Sacchi dice addio alla Nazionale: "Lotto con lo stress da 22 anni"

MILANO – Dopo quattro anni si è esaurita oggi l’esperienza dell’ex condottiero rossonero e Ct Azzurro Arrigo Sacchi alla guida delle Nazionali Giovanili: “Devo ringraziare il mio vice Maurizio Viscidi e la Federazione – ha spiegato Sacchi – che ha deciso di investire nei giovani in un Paese che non ci crede”.

“Lascio con dispiacere un incarico a cui tengo molto – ha confessato Sacchi – ma ho un avversario terribile che sono riuscito a governare per 22-23 anni e che alla fine sta vincendo: lo stress. Ho avvisato la Figc già da un anno che a fine mandato avrei lasciato. Non sono stato un bravo padre, ho trascurato mia figlia, e non voglio fare lo stesso con la nipotina nata due anni e mezzo fa. E poi non sono più un giovanotto, il mio recupero è più lento”.

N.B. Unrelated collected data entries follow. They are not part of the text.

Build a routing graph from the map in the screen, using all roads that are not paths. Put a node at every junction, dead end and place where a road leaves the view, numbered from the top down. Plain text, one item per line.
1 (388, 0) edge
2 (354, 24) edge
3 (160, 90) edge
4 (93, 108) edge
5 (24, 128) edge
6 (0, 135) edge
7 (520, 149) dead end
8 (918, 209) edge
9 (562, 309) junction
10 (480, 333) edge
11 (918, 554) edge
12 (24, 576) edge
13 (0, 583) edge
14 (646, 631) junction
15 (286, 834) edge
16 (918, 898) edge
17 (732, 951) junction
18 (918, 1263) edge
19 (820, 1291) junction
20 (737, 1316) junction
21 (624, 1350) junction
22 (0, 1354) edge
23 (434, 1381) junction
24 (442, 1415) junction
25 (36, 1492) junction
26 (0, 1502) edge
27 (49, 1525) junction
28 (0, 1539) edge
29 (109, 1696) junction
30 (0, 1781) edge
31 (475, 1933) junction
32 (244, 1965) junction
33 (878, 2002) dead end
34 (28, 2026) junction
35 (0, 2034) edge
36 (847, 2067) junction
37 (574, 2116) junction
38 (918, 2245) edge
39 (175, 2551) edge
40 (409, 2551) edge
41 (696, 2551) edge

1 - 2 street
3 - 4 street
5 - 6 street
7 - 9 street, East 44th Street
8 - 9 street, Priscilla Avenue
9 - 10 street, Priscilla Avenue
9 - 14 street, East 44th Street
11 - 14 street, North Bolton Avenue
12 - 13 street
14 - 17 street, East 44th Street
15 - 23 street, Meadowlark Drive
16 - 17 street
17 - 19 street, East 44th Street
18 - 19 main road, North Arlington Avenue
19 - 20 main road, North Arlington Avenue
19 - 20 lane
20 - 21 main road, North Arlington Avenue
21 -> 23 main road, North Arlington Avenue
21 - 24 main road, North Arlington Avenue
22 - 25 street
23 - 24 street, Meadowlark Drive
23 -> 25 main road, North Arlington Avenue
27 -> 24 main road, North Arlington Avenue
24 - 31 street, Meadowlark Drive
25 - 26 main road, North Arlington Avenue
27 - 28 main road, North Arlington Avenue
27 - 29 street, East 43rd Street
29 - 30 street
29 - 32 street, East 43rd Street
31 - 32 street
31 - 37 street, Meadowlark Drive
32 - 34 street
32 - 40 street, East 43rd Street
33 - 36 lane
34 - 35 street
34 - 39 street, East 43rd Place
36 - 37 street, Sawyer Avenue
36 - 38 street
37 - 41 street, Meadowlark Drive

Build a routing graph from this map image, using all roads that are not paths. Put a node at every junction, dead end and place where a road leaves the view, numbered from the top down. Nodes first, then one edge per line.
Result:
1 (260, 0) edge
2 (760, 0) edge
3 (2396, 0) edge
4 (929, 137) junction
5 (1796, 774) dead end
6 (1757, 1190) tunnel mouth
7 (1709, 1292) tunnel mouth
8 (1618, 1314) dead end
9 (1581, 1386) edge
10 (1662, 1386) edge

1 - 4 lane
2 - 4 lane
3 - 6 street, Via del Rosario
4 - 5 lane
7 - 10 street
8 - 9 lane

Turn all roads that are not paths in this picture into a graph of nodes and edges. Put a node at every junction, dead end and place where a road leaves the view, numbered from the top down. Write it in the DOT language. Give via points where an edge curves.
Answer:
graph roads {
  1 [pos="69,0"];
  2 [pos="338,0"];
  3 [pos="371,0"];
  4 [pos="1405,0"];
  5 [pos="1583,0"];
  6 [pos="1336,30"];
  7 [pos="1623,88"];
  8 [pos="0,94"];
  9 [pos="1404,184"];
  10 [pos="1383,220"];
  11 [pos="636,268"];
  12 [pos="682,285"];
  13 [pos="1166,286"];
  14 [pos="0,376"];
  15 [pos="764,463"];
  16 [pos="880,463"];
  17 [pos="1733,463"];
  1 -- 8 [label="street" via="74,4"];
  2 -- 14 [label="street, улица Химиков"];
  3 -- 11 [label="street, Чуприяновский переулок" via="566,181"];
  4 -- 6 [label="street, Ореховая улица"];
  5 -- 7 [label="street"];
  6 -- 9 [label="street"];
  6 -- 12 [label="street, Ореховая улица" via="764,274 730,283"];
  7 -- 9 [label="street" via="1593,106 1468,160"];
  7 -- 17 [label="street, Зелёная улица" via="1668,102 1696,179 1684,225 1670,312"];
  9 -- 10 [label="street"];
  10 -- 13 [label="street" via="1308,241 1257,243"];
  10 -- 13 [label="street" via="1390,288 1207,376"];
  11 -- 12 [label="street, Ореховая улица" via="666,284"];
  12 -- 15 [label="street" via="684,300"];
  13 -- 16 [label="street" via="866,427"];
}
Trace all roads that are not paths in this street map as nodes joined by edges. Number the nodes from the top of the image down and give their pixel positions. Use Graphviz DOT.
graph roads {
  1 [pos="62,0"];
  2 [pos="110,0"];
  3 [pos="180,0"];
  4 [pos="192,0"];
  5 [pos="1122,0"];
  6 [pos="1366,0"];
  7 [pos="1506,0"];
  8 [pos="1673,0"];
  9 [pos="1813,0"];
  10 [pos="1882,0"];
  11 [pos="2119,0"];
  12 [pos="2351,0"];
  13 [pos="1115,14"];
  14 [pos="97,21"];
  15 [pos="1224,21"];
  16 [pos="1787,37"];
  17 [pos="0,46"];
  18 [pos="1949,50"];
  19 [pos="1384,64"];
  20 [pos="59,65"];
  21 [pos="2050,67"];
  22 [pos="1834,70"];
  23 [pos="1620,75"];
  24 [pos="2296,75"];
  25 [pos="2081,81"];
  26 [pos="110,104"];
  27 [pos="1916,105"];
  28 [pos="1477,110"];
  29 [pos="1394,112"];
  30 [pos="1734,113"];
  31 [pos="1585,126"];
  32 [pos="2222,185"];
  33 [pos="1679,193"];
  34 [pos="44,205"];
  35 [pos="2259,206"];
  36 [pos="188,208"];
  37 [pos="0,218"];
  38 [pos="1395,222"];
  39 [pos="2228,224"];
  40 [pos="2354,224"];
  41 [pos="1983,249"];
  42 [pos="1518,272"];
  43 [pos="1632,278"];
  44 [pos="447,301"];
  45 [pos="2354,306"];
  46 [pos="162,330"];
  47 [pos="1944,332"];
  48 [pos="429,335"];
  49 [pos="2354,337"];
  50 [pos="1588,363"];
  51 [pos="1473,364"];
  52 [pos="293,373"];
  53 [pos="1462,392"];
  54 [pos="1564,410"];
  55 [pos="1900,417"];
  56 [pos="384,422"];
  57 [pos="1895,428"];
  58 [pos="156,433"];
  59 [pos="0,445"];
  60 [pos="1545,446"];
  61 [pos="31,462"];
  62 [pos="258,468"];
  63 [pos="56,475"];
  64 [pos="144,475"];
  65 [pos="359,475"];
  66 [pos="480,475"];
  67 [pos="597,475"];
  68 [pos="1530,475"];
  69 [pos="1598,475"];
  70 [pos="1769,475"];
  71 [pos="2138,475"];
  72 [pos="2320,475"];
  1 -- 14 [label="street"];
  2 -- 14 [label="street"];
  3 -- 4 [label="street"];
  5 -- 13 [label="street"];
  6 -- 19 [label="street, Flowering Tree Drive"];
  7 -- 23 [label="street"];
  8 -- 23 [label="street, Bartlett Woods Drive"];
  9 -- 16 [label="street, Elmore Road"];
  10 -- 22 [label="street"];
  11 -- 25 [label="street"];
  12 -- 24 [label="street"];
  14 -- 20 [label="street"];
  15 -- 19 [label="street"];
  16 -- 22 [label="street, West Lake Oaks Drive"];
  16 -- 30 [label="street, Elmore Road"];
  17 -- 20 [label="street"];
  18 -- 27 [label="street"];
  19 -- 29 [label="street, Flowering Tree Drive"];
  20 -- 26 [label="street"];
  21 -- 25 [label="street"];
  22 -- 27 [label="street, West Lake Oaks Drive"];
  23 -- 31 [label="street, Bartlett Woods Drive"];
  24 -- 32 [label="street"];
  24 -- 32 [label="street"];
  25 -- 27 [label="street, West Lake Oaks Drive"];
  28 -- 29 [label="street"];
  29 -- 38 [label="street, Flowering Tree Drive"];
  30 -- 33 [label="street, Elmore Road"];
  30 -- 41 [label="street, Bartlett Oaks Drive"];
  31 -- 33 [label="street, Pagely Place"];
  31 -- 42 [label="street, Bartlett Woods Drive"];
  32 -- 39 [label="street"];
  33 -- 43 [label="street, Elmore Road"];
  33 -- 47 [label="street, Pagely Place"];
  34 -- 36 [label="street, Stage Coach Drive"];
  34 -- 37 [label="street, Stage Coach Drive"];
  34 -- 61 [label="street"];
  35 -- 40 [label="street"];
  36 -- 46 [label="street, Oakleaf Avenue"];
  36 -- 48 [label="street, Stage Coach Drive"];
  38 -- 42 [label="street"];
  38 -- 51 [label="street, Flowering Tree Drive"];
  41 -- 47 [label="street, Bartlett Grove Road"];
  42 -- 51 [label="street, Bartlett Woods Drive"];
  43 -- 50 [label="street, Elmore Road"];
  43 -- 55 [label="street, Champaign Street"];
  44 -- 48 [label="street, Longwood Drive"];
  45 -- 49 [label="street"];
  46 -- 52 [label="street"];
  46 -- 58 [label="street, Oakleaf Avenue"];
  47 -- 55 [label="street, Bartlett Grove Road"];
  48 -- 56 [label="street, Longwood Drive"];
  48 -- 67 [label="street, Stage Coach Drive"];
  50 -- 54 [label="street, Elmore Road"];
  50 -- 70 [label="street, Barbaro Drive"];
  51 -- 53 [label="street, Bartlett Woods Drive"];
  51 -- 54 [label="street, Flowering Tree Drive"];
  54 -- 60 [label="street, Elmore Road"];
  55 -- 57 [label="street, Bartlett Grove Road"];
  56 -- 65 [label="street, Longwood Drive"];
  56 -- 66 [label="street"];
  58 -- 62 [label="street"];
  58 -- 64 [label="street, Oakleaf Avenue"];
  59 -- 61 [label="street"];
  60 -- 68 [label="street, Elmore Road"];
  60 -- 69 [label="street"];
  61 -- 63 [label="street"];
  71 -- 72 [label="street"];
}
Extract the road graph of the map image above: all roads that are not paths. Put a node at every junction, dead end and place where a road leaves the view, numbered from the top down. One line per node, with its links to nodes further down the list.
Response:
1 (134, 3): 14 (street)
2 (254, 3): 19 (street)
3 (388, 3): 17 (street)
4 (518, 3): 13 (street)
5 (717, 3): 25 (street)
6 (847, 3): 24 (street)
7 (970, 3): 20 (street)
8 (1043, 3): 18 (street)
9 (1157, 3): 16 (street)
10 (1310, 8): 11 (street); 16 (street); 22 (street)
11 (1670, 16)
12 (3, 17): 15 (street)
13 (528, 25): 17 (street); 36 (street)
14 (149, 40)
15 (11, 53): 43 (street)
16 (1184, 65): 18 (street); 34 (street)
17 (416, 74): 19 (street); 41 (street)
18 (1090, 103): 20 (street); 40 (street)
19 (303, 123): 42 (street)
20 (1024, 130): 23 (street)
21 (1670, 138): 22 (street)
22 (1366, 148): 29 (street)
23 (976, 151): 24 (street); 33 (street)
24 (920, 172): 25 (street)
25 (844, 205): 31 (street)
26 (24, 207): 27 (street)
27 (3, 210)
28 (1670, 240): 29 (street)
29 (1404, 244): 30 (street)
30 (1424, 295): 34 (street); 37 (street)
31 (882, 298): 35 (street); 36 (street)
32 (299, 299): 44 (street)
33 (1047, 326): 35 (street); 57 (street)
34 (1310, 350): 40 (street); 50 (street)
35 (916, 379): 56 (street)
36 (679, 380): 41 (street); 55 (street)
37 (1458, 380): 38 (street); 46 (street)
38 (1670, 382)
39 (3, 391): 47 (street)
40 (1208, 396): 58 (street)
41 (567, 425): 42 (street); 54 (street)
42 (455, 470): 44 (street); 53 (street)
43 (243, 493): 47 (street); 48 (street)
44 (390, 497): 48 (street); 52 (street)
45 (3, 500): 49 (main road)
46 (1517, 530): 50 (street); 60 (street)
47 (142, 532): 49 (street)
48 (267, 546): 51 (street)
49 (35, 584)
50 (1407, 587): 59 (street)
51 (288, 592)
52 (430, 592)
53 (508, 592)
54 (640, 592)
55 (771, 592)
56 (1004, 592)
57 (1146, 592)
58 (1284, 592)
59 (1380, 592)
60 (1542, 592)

Tra i diversi risultati positivi ottenuti dalle Nazionali giovanili negli ultimi quattro anni spicca il secondo posto conquistato all’Europeo Under 21 alle spalle della Spagna: “Abbiamo eliminato una squadra come l’Olanda – ha ricordato Sacchi – e cinque loro giocatori sono partiti titolari in occasione della semifinale del Mondiale brasiliano. In questi quattro anni abbiamo lavorato molto, abbiamo cercato di dare ai ragazzi anche una dimensione e una mentalità internazionale”. A giovani come De Sciglio, Florenzi, Insigne e Immobile, che si sono messi in mostra in Serie A, vanno aggiunti i vari Verratti, Caldirola, Donati, Fausto Rossi, passati dalla Serie B ad alcuni dei club stranieri più titolati”.